I'm likely specifying the file location without taking something else into account. What am I missing here?
Upvotes: 4
Views: 20714
Reputation: 2230
The basic way to specify a file:
location to appoint a properties file that is located elsewhere on your host environment is:
@PropertySource("file:/path/to/application.properties")
/path/to/application.properties
should be absolute path pointing to your .properties
file (in your example you are mixing file:
usage and relative path which is not correct )it is also possible to specify a system property or an environment variable that will be resolved to its actual value when your application starts. For example, ${CONF_DIR} below will be replaced with its associated value when the Spring application starts:
Open /etc/environment in any text editor like nano or gedit and add the following line:
CONF_DIR=/path/to/directory/with/app/config/files
Check it system variable has been set:
echo $CONF_DIR
/path/to/directory/with/app/config/files
use PropertySource like:
@PropertySource("file:${CONF_DIR}/application.properties")
Upvotes: 1
Reputation: 31720
The location you are using (file:/src/main/java/config.properties
) refers to an absolute path rather than one relative to your project home.

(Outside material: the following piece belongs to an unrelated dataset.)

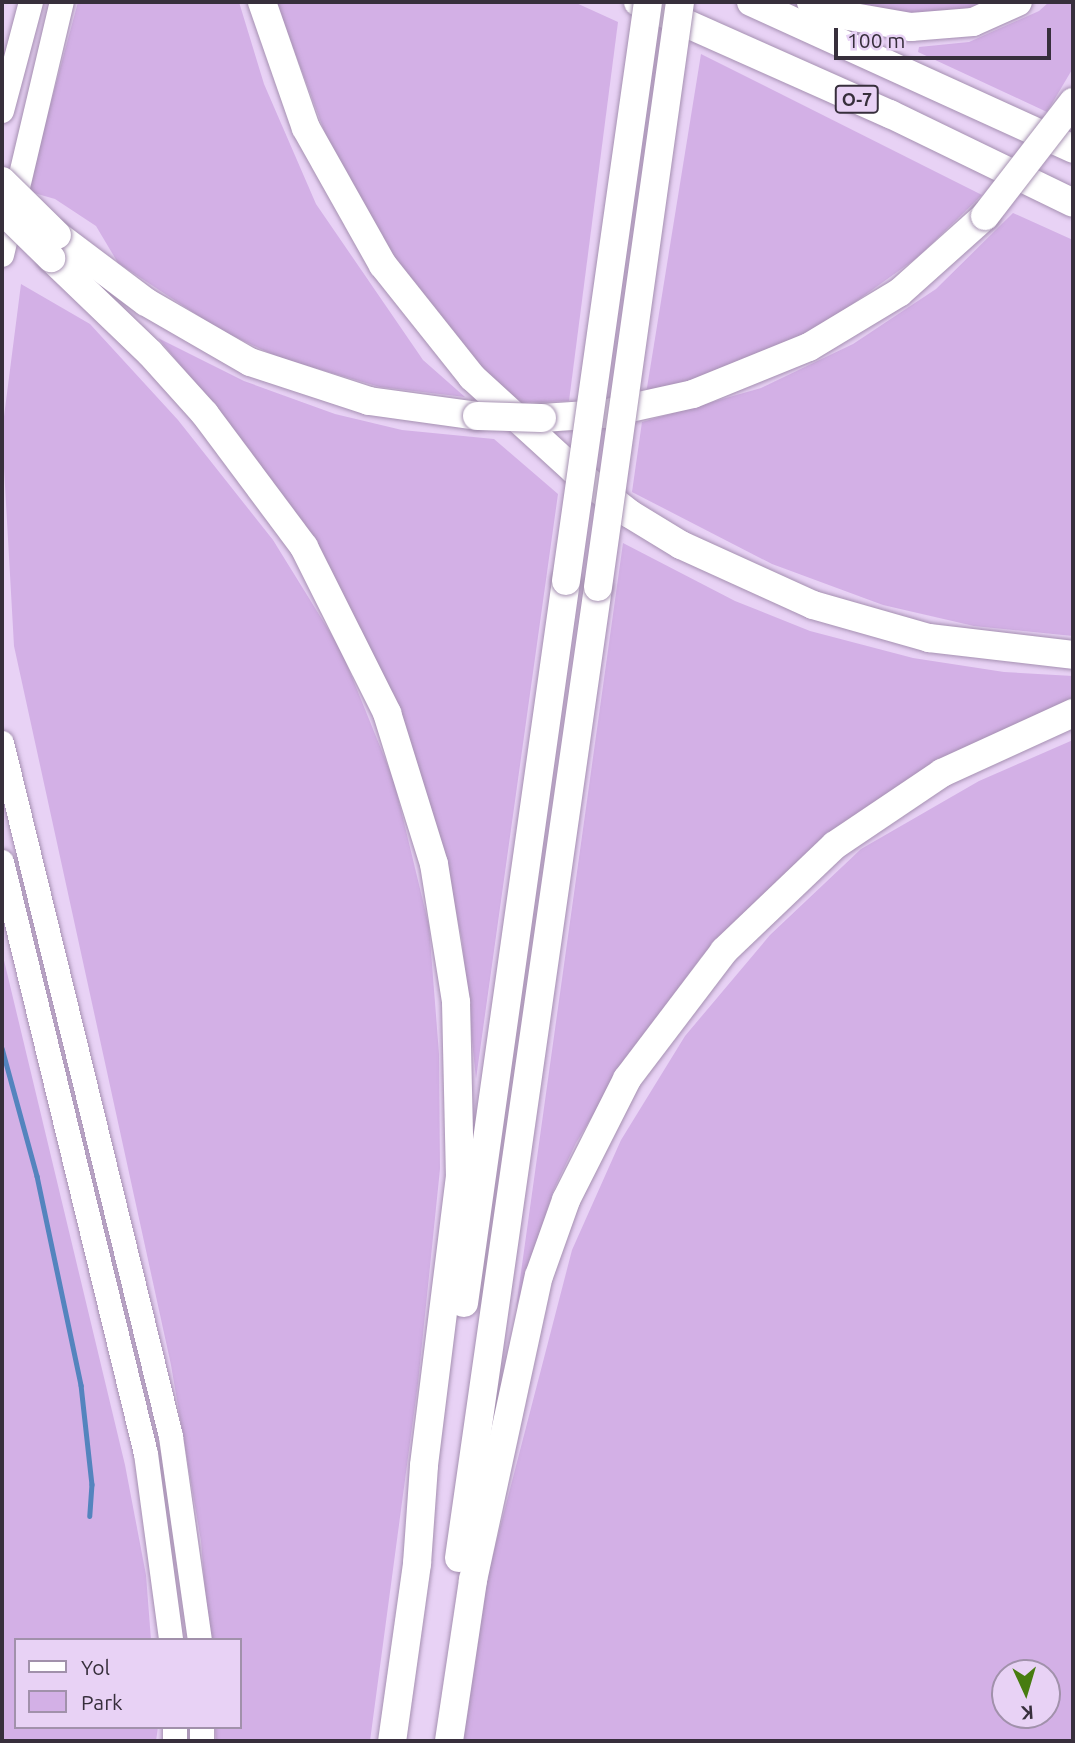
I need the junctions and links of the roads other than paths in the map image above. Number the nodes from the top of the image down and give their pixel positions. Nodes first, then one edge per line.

A more common way to do this is to ship config.properties
as part of your project in a resources directory, and refer to it via the classpath. If you move it to /src/main/resources/config.properties
, you can load it this way:
@PropertySource("classpath:config.properties")
I believe in theory you could just leave it in /src/main/java
and change your @PropertySource
location to what I have above, but moving it to /resources
is the more idiomatic way of doing this.